The car feels spacious on the inside. The dashboard seems logical, though the speedometer and tachometer are a bit small for a car this size. The climate control feature is easy to use, but the automatic air-conditioning feature is only available with the LTZ model. You’ll also find more than 30 compartments and two large glove compartments for storage.

I took the car out for a drive through Bangkok, which in some ways is similar to driving in Jakarta. Despite its huge dimensions, the TrailBlazer was agile enough to wind through the small and congested streets, though I noticed some other drivers seemed intimidated by its sheer presence on the road.

Like most American cars, the TrailBlazer offers soft suspension and a solid design. As I drove on a route of highways and twisted roads, including some with bad potholes, I never tired; the suspension was clearly created for comfort, ironing out every pothole or irregularity in the road for a smooth drive.

The soft setup does compensate with a large body roll, which might not be fun if you’re used to European handling.

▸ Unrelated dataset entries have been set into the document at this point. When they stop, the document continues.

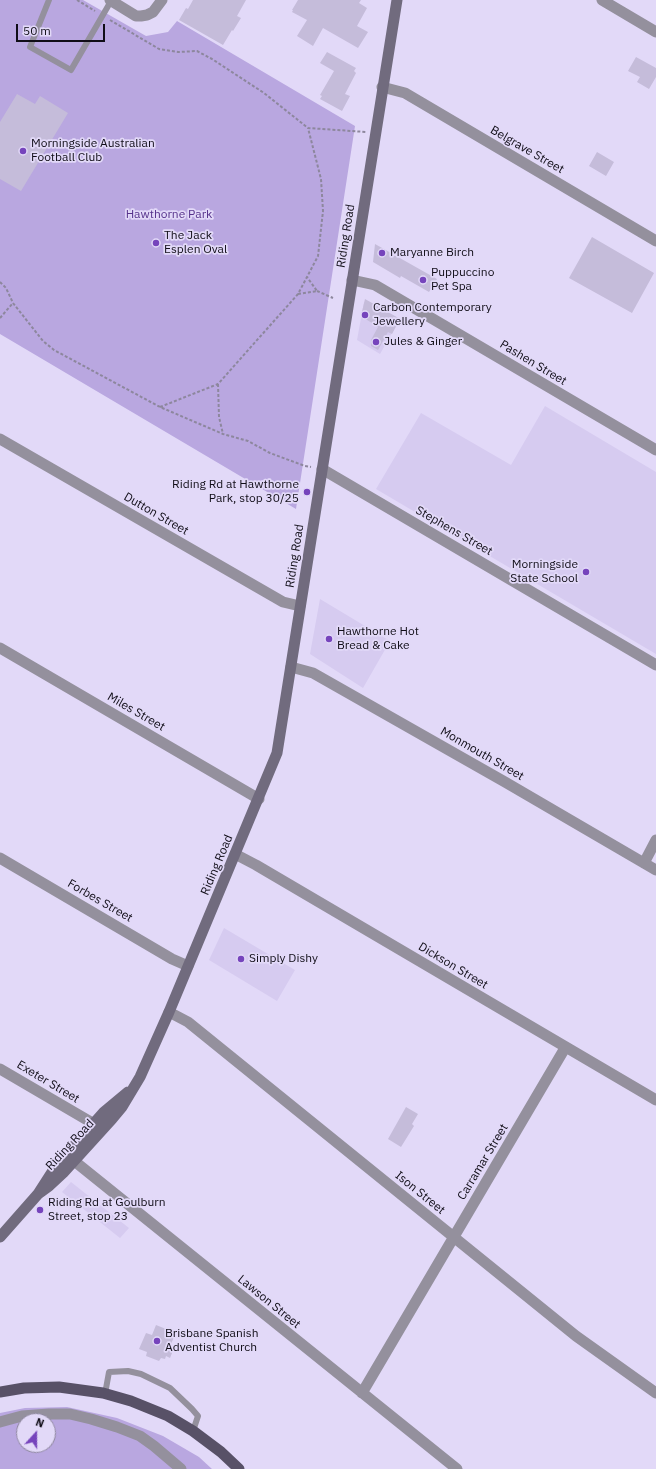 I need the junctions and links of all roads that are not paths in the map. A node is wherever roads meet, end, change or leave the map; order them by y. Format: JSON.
{"nodes":[{"id":1,"x":49,"y":0,"type":"edge"},
{"id":2,"x":110,"y":0,"type":"edge"},
{"id":3,"x":162,"y":0,"type":"edge"},
{"id":4,"x":397,"y":0,"type":"edge"},
{"id":5,"x":602,"y":0,"type":"edge"},
{"id":6,"x":656,"y":32,"type":"edge"},
{"id":7,"x":382,"y":87,"type":"junction"},
{"id":8,"x":656,"y":241,"type":"edge"},
{"id":9,"x":352,"y":280,"type":"junction"},
{"id":10,"x":0,"y":439,"type":"edge"},
{"id":11,"x":656,"y":450,"type":"edge"},
{"id":12,"x":322,"y":469,"type":"junction"},
{"id":13,"x":300,"y":606,"type":"junction"},
{"id":14,"x":0,"y":648,"type":"edge"},
{"id":15,"x":656,"y":665,"type":"edge"},
{"id":16,"x":291,"y":667,"type":"junction"},
{"id":17,"x":259,"y":799,"type":"junction"},
{"id":18,"x":656,"y":840,"type":"edge"},
{"id":19,"x":236,"y":854,"type":"junction"},
{"id":20,"x":0,"y":858,"type":"edge"},
{"id":21,"x":644,"y":863,"type":"junction"},
{"id":22,"x":656,"y":870,"type":"edge"},
{"id":23,"x":188,"y":966,"type":"junction"},
{"id":24,"x":169,"y":1012,"type":"junction"},
{"id":25,"x":565,"y":1048,"type":"junction"},
{"id":26,"x":0,"y":1069,"type":"edge"},
{"id":27,"x":656,"y":1100,"type":"edge"},
{"id":28,"x":98,"y":1127,"type":"junction"},
{"id":29,"x":70,"y":1158,"type":"junction"},
{"id":30,"x":0,"y":1237,"type":"edge"},
{"id":31,"x":453,"y":1237,"type":"junction"},
{"id":32,"x":0,"y":1392,"type":"edge"},
{"id":33,"x":362,"y":1393,"type":"junction"},
{"id":34,"x":656,"y":1393,"type":"edge"},
{"id":35,"x":104,"y":1394,"type":"junction"},
{"id":36,"x":0,"y":1422,"type":"edge"},
{"id":37,"x":193,"y":1431,"type":"junction"},
{"id":38,"x":181,"y":1469,"type":"edge"},
{"id":39,"x":239,"y":1469,"type":"edge"},
{"id":40,"x":457,"y":1469,"type":"edge"}],
"edges":[{"from":1,"to":2,"type":"lane"},
{"from":2,"to":3,"type":"street"},
{"from":4,"to":7,"type":"main road","name":"Riding Road"},
{"from":5,"to":6,"type":"street"},
{"from":7,"to":8,"type":"street","name":"Belgrave Street"},
{"from":7,"to":9,"type":"main road","name":"Riding Road"},
{"from":9,"to":11,"type":"street","name":"Pashen Street"},
{"from":9,"to":12,"type":"main road","name":"Riding Road"},
{"from":10,"to":13,"type":"street","name":"Dutton Street"},
{"from":12,"to":13,"type":"main road","name":"Riding Road"},
{"from":12,"to":15,"type":"street","name":"Stephens Street"},
{"from":13,"to":16,"type":"main road","name":"Riding Road"},
{"from":14,"to":17,"type":"street","name":"Miles Street"},
{"from":16,"to":17,"type":"main road","name":"Riding Road"},
{"from":16,"to":21,"type":"street","name":"Monmouth Street"},
{"from":17,"to":19,"type":"main road","name":"Riding Road"},
{"from":18,"to":21,"type":"street"},
{"from":19,"to":23,"type":"main road","name":"Riding Road"},
{"from":19,"to":25,"type":"street","name":"Dickson Street"},
{"from":20,"to":23,"type":"street","name":"Forbes Street"},
{"from":21,"to":22,"type":"street","name":"Monmouth Street"},
{"from":23,"to":24,"type":"main road","name":"Riding Road"},
{"from":24,"to":28,"type":"main road","name":"Riding Road"},
{"from":24,"to":31,"type":"street","name":"Ison Street"},
{"from":25,"to":27,"type":"street","name":"Dickson Street"},
{"from":25,"to":31,"type":"street","name":"Carramar Street"},
{"from":26,"to":28,"type":"street","name":"Exeter Street"},
{"from":28,"to":29,"type":"main road","name":"Riding Road"},
{"from":29,"to":30,"type":"main road","name":"Riding Road"},
{"from":29,"to":33,"type":"street","name":"Lawson Street"},
{"from":31,"to":33,"type":"street","name":"Carramar Street"},
{"from":31,"to":34,"type":"street","name":"Ison Street"},
{"from":32,"to":35,"type":"main road"},
{"from":33,"to":40,"type":"street","name":"Lawson Street"},
{"from":35,"to":37,"type":"main road"},
{"from":35,"to":37,"type":"lane"},
{"from":36,"to":38,"type":"street"},
{"from":37,"to":39,"type":"main road"}]}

But if you’ve never experienced American touring comfort, I would say this is the best large SUV, offering far more comfort than its competition.

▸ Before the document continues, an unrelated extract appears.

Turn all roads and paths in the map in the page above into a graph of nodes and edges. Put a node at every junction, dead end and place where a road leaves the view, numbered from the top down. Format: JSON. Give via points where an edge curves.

And what kind of engine powers it along? The TrailBlazer comes with a four-cylinder Duramax turbo-diesel engine, either 2.5 liters or 2.8 liters, and it has the most power and torsion in its class. This engine is the best-selling engine in Thailand, though it may seem sluggish for those unaccustomed to a laid-back driving style. Still, once you push down on the gas pedal, it can really rev like crazy.

With about 180 horsepower, the 2.8-liter engine gets maximum torque of about 470 newton meters thanks to the variable geometry turbocharger and a six-speed automatic transmission (in manual, it can get only 440 newton meters). The 2.5-liter engine boasts a maximum power output of 150 horsepower and torque of 350 newton meters, and for the Indonesian market, it will probably be the favorite.

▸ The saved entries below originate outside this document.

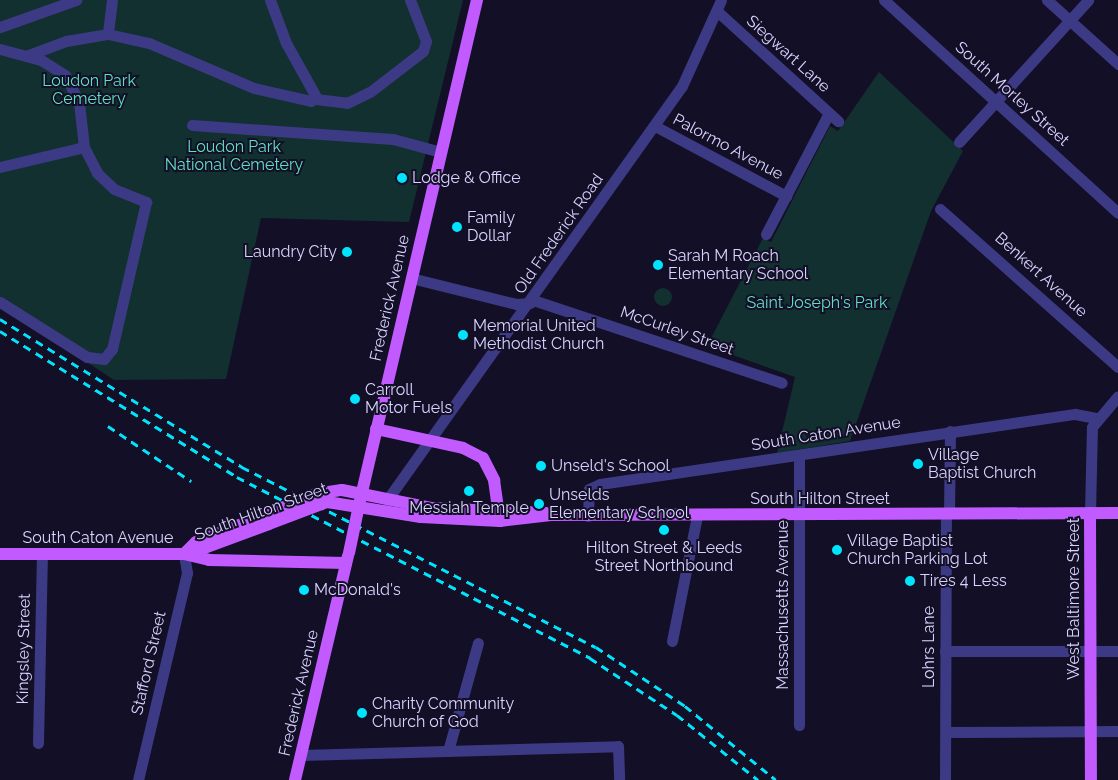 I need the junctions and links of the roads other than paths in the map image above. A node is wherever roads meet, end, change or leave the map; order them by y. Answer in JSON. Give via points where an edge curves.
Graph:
{"nodes":[{"id":1,"x":76,"y":0,"type":"edge"},
{"id":2,"x":112,"y":0,"type":"edge"},
{"id":3,"x":410,"y":0,"type":"edge"},
{"id":4,"x":477,"y":0,"type":"edge"},
{"id":5,"x":884,"y":0,"type":"edge"},
{"id":6,"x":1047,"y":0,"type":"edge"},
{"id":7,"x":1088,"y":0,"type":"edge"},
{"id":8,"x":273,"y":2,"type":"edge"},
{"id":9,"x":719,"y":5,"type":"edge"},
{"id":10,"x":1070,"y":20,"type":"junction"},
{"id":11,"x":0,"y":27,"type":"edge"},
{"id":12,"x":108,"y":34,"type":"junction"},
{"id":13,"x":0,"y":49,"type":"edge"},
{"id":14,"x":24,"y":57,"type":"junction"},
{"id":15,"x":1118,"y":64,"type":"edge"},
{"id":16,"x":316,"y":98,"type":"junction"},
{"id":17,"x":996,"y":101,"type":"junction"},
{"id":18,"x":829,"y":112,"type":"junction"},
{"id":19,"x":838,"y":121,"type":"dead end"},
{"id":20,"x":192,"y":125,"type":"dead end"},
{"id":21,"x":655,"y":126,"type":"junction"},
{"id":22,"x":959,"y":142,"type":"dead end"},
{"id":23,"x":84,"y":147,"type":"junction"},
{"id":24,"x":441,"y":152,"type":"junction"},
{"id":25,"x":0,"y":167,"type":"edge"},
{"id":26,"x":786,"y":196,"type":"junction"},
{"id":27,"x":940,"y":209,"type":"dead end"},
{"id":28,"x":1118,"y":213,"type":"edge"},
{"id":29,"x":766,"y":234,"type":"dead end"},
{"id":30,"x":411,"y":278,"type":"junction"},
{"id":31,"x":532,"y":301,"type":"junction"},
{"id":32,"x":0,"y":302,"type":"edge"},
{"id":33,"x":1118,"y":367,"type":"edge"},
{"id":34,"x":782,"y":383,"type":"dead end"},
{"id":35,"x":1118,"y":396,"type":"edge"},
{"id":36,"x":1096,"y":418,"type":"junction"},
{"id":37,"x":376,"y":429,"type":"junction"},
{"id":38,"x":950,"y":431,"type":"junction"},
{"id":39,"x":430,"y":441,"type":"junction"},
{"id":40,"x":799,"y":455,"type":"junction"},
{"id":41,"x":322,"y":498,"type":"junction"},
{"id":42,"x":361,"y":499,"type":"junction"},
{"id":43,"x":387,"y":500,"type":"junction"},
{"id":44,"x":1118,"y":513,"type":"edge"},
{"id":45,"x":947,"y":514,"type":"junction"},
{"id":46,"x":1090,"y":514,"type":"junction"},
{"id":47,"x":499,"y":515,"type":"junction"},
{"id":48,"x":588,"y":516,"type":"junction"},
{"id":49,"x":697,"y":516,"type":"junction"},
{"id":50,"x":799,"y":516,"type":"junction"},
{"id":51,"x":0,"y":554,"type":"edge"},
{"id":52,"x":184,"y":554,"type":"junction"},
{"id":53,"x":42,"y":555,"type":"junction"},
{"id":54,"x":348,"y":558,"type":"junction"},
{"id":55,"x":672,"y":641,"type":"dead end"},
{"id":56,"x":478,"y":644,"type":"dead end"},
{"id":57,"x":945,"y":651,"type":"junction"},
{"id":58,"x":1091,"y":651,"type":"junction"},
{"id":59,"x":1118,"y":651,"type":"edge"},
{"id":60,"x":799,"y":725,"type":"dead end"},
{"id":61,"x":1091,"y":731,"type":"junction"},
{"id":62,"x":1118,"y":731,"type":"edge"},
{"id":63,"x":946,"y":732,"type":"junction"},
{"id":64,"x":38,"y":743,"type":"dead end"},
{"id":65,"x":448,"y":751,"type":"junction"},
{"id":66,"x":301,"y":755,"type":"junction"},
{"id":67,"x":138,"y":780,"type":"edge"},
{"id":68,"x":295,"y":780,"type":"edge"},
{"id":69,"x":619,"y":780,"type":"edge"},
{"id":70,"x":945,"y":780,"type":"edge"},
{"id":71,"x":1091,"y":780,"type":"edge"}],
"edges":[{"from":1,"to":11,"type":"street"},
{"from":2,"to":12,"type":"street"},
{"from":3,"to":16,"type":"street","via":[[426,41],[423,51],[370,92],[347,103]]},
{"from":4,"to":24,"type":"main road","name":"Frederick Avenue"},
{"from":5,"to":17,"type":"street","name":"South Morley Street"},
{"from":6,"to":10,"type":"street"},
{"from":7,"to":10,"type":"street"},
{"from":8,"to":16,"type":"street"},
{"from":9,"to":18,"type":"street","name":"Siegwart Lane"},
{"from":9,"to":21,"type":"street","name":"Old Frederick Road","via":[[690,72]]},
{"from":10,"to":15,"type":"street"},
{"from":10,"to":17,"type":"street"},
{"from":12,"to":14,"type":"street","via":[[66,41]]},
{"from":12,"to":16,"type":"street","via":[[149,43],[254,88],[304,101]]},
{"from":13,"to":14,"type":"street"},
{"from":14,"to":23,"type":"street","via":[[48,63],[71,83],[80,103]]},
{"from":17,"to":22,"type":"street"},
{"from":17,"to":28,"type":"street","name":"South Morley Street"},
{"from":18,"to":19,"type":"street","name":"Siegwart Lane"},
{"from":18,"to":26,"type":"street"},
{"from":20,"to":24,"type":"street","via":[[393,139]]},
{"from":21,"to":26,"type":"street","name":"Palormo Avenue"},
{"from":21,"to":31,"type":"street","name":"Old Frederick Road"},
{"from":23,"to":25,"type":"street"},
{"from":23,"to":32,"type":"street","via":[[105,182],[146,202],[109,355],[100,360],[86,357]]},
{"from":24,"to":30,"type":"main road","name":"Frederick Avenue"},
{"from":26,"to":29,"type":"street"},
{"from":27,"to":33,"type":"street","name":"Benkert Avenue"},
{"from":30,"to":31,"type":"street","name":"McCurley Street","via":[[516,304]]},
{"from":30,"to":37,"type":"main road","name":"Frederick Avenue"},
{"from":31,"to":34,"type":"street","name":"McCurley Street"},
{"from":31,"to":39,"type":"street","name":"Old Frederick Road"},
{"from":35,"to":36,"type":"street"},
{"from":36,"to":38,"type":"street","name":"South Caton Avenue","via":[[1075,414]]},
{"from":36,"to":46,"type":"street","name":"West Baltimore Street","via":[[1090,439]]},
{"from":37,"to":39,"type":"main road"},
{"from":37,"to":42,"type":"main road","name":"Frederick Avenue"},
{"from":38,"to":40,"type":"street","name":"South Caton Avenue"},
{"from":38,"to":45,"type":"street","name":"Lohrs Lane"},
{"from":39,"to":43,"type":"street","name":"Old Frederick Road"},
{"from":39,"to":47,"type":"main road","via":[[483,458],[494,480]]},
{"from":40,"to":48,"type":"street","name":"South Caton Avenue","via":[[593,486]]},
{"from":40,"to":50,"type":"street","name":"Massachusetts Avenue"},
{"from":41,"to":42,"type":"main road","name":"South Hilton Street","via":[[342,490]]},
{"from":41,"to":52,"type":"main road","name":"South Hilton Street","bridge":true,"via":[[202,552]]},
{"from":41,"to":52,"type":"main road","name":"South Hilton Street","bridge":true,"via":[[257,518],[196,542]]},
{"from":42,"to":43,"type":"main road","name":"South Hilton Street"},
{"from":42,"to":47,"type":"main road","name":"South Hilton Street","via":[[421,518]]},
{"from":42,"to":54,"type":"main road","name":"Frederick Avenue","bridge":true},
{"from":43,"to":47,"type":"main road","name":"South Hilton Street"},
{"from":44,"to":46,"type":"main road","name":"South Hilton Street"},
{"from":45,"to":46,"type":"main road","name":"South Hilton Street"},
{"from":45,"to":50,"type":"main road","name":"South Hilton Street"},
{"from":45,"to":57,"type":"street","name":"Lohrs Lane"},
{"from":46,"to":58,"type":"main road","name":"West Baltimore Street"},
{"from":47,"to":48,"type":"main road","name":"South Hilton Street"},
{"from":48,"to":49,"type":"main road","name":"South Hilton Street"},
{"from":49,"to":50,"type":"main road","name":"South Hilton Street"},
{"from":49,"to":55,"type":"street"},
{"from":50,"to":60,"type":"street","name":"Massachusetts Avenue"},
{"from":51,"to":53,"type":"main road","name":"South Caton Avenue"},
{"from":52,"to":53,"type":"main road","name":"South Caton Avenue"},
{"from":52,"to":54,"type":"main road","name":"South Caton Avenue","via":[[209,560]]},
{"from":52,"to":67,"type":"street","name":"Stafford Street","via":[[187,573]]},
{"from":53,"to":64,"type":"street","name":"Kingsley Street"},
{"from":54,"to":66,"type":"main road","name":"Frederick Avenue"},
{"from":56,"to":65,"type":"street"},
{"from":57,"to":58,"type":"street"},
{"from":57,"to":63,"type":"street","name":"Lohrs Lane"},
{"from":58,"to":59,"type":"street"},
{"from":58,"to":61,"type":"main road","name":"West Baltimore Street"},
{"from":61,"to":62,"type":"street"},
{"from":61,"to":63,"type":"street"},
{"from":61,"to":71,"type":"main road","name":"West Baltimore Street"},
{"from":63,"to":70,"type":"street","name":"Lohrs Lane"},
{"from":65,"to":66,"type":"street"},
{"from":65,"to":69,"type":"street","via":[[618,746]]},
{"from":66,"to":68,"type":"main road","name":"Frederick Avenue"}]}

To test out the TrailBlazer’s off-road flair, I took it to Farm Chokchai, which spans more than 1,600 hectares. I tried two features, hill descent control and hill start assist, which are standard on the LTZ to assist on steep off-road descents and keep the car steady while stopped on inclines. Both performed well.

The car offers electronic stability control, an anti-lock braking system with electronic brake-force distribution, hydraulic brake assist, traction control, dynamic rear brake proportioning, panic brake assist, engine drag control and dual airbags.

I was also amazed that the TrailBlazer, which is 2,000 kilograms, had enough torque to tow 3,000 kilograms behind it without any problem.

The four-wheel drive also performed well, and while not the best for off-road driving, it fared adequately enough.

One flaw, however, was that its selector was not very bright during the day, so it was difficult to see whether I had selected 2 High, 4 High or 4 Low. I would have preferred a brighter LED light or integration with a multi-information display.

The TrailBlazer is definitely a car that can haul people, looks cool and drives well off the road, and I’ll be interested to see how it copes in Jakarta’s traffic when it enters Indonesia in a few months, most likely in August or September.

The TrailBlazer is expected to sell in Indonesia for between Rp 400 million and Rp 500 million ($43,000 and $53,000), similar to the price of the Toyota Fortuner or the Mitsubishi Pajero Sport.

After finishing my test drive through Bangkok’s chaotic streets and the off-road fields, I ended my trip in Thailand at the Kirimaya Spa near Khao Yai National Park. It was a perfect ending, because after the hardship of outdoor activities, any trailblazer needs some time to relax with an evening of solitude.